A spokesperson for L’Occitane didn’t respond to requests for comment beyond saying the group’s management wasn’t available for interviews.
L’Occitane was founded in 1976 by Frenchman Olivier Baussan, who started out making essential oils from plants like lavender in the Provence countryside and selling them at local markets. Geiger became a minority shareholder in 1994 but has said the company was doing so badly, he started working there in a bid to safeguard his investment.
He expanded L’Occitane globally, saying he decided to move into Asia after being impressed by the region’s work ethic. Initially, the strategy went so badly that his auditor warned that the poor results could put the whole company in jeopardy. The retailer was listed in Hong Kong in a 2010 initial public offering and now has eight brands and some 3,000 locations in 90 countries. Yet it earns only about one-third of its revenue in Asia, while the Americas is its fastest-growing region.
Geiger started his first business in his early 20s, a tour operator specializing in ski holidays that flopped; as did his next endeavor, a machinery distributor. He had more success at AMS Packaging SA, which specialized in supplies for high-end perfumes and cosmetics and was later sold.
“I just wanted to have no boss and do things by myself,” he said in the interview. “I wasn’t motivated at all in becoming rich.”

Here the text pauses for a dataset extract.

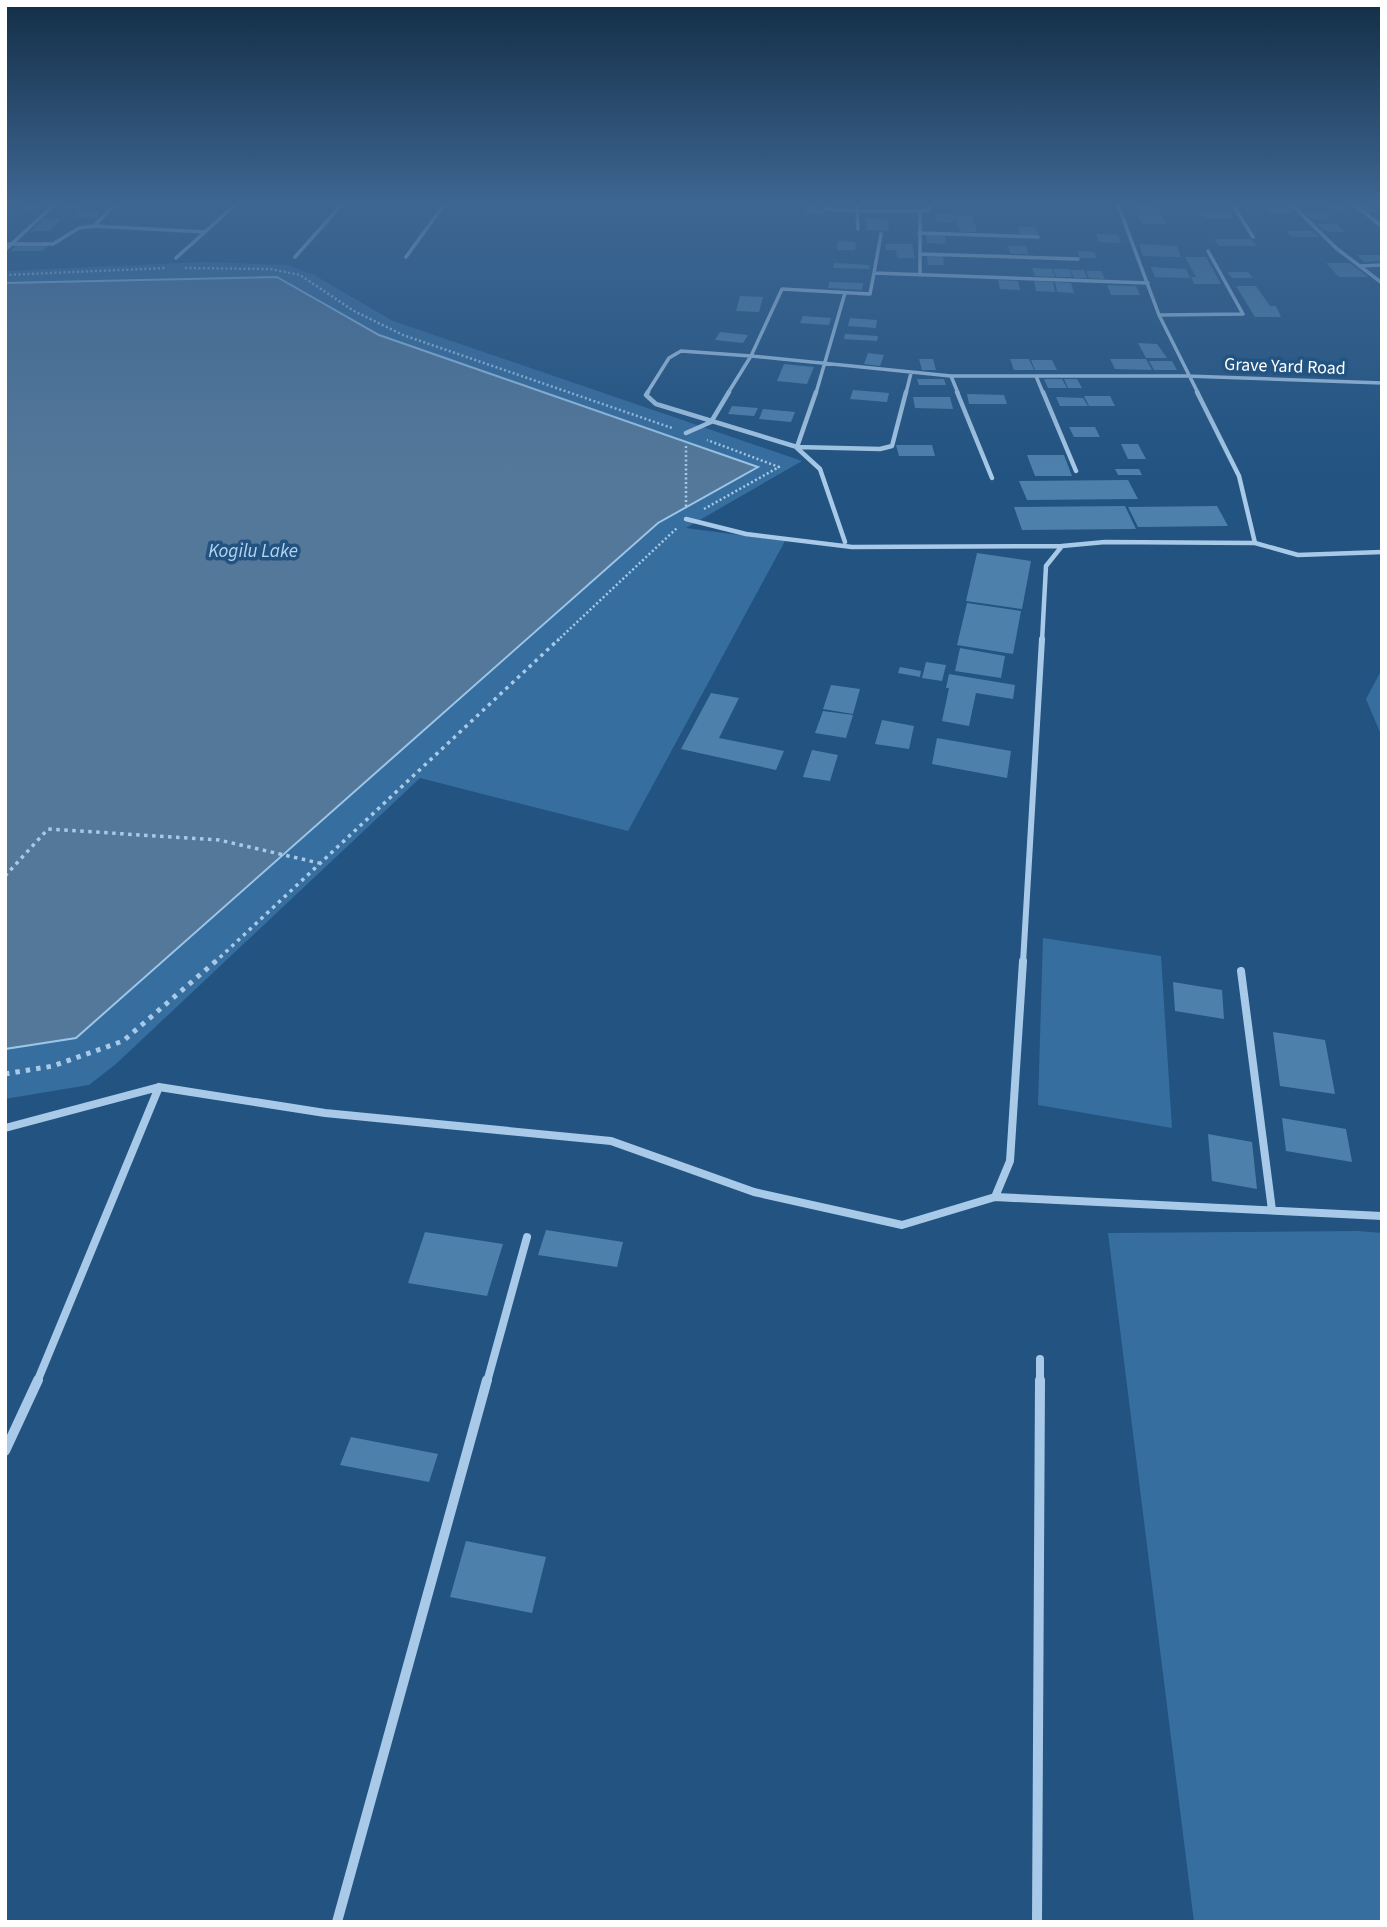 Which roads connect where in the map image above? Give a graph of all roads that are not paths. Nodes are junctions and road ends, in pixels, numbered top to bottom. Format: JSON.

Last year, Geiger considered taking the company private with a view to potentially relisting in Europe at a higher valuation. He eventually abandoned the idea, triggering a sharp slump in L’Occitane stock.
In a note published Tuesday, Jefferies analysts said the small number of international companies listed in Hong Kong may be revisiting their status because the original attractions of high valuation and building brand awareness, especially in China, “have been fading.”
To hammer home the point, minority shareholder Butler Hall Capital sent an open letter to L’Occitane’s board this week calling for a relisting in the U.S. to unlock value — notably through a spinoff of the fast-growing brand Sol de Janeiro, maker of Brazilian “bum bum” cream, whose sales rose almost 200% in the most recent quarter.
L’Occitane is trading at a deep discount, and an offer below HK$45 ($5.75) would undervalue the company, Butler Hall said in the letter. The shares were unchanged Thursday at HK$27.75.
Minority investors trying to read into the chairman’s current strategy might want to take heed of his words in 2012.
“I love taking risks,” said Geiger, a keen skier. “Skiing between two crevasses on a glacier is exciting, it’s adrenaline, you don’t want to fall in.”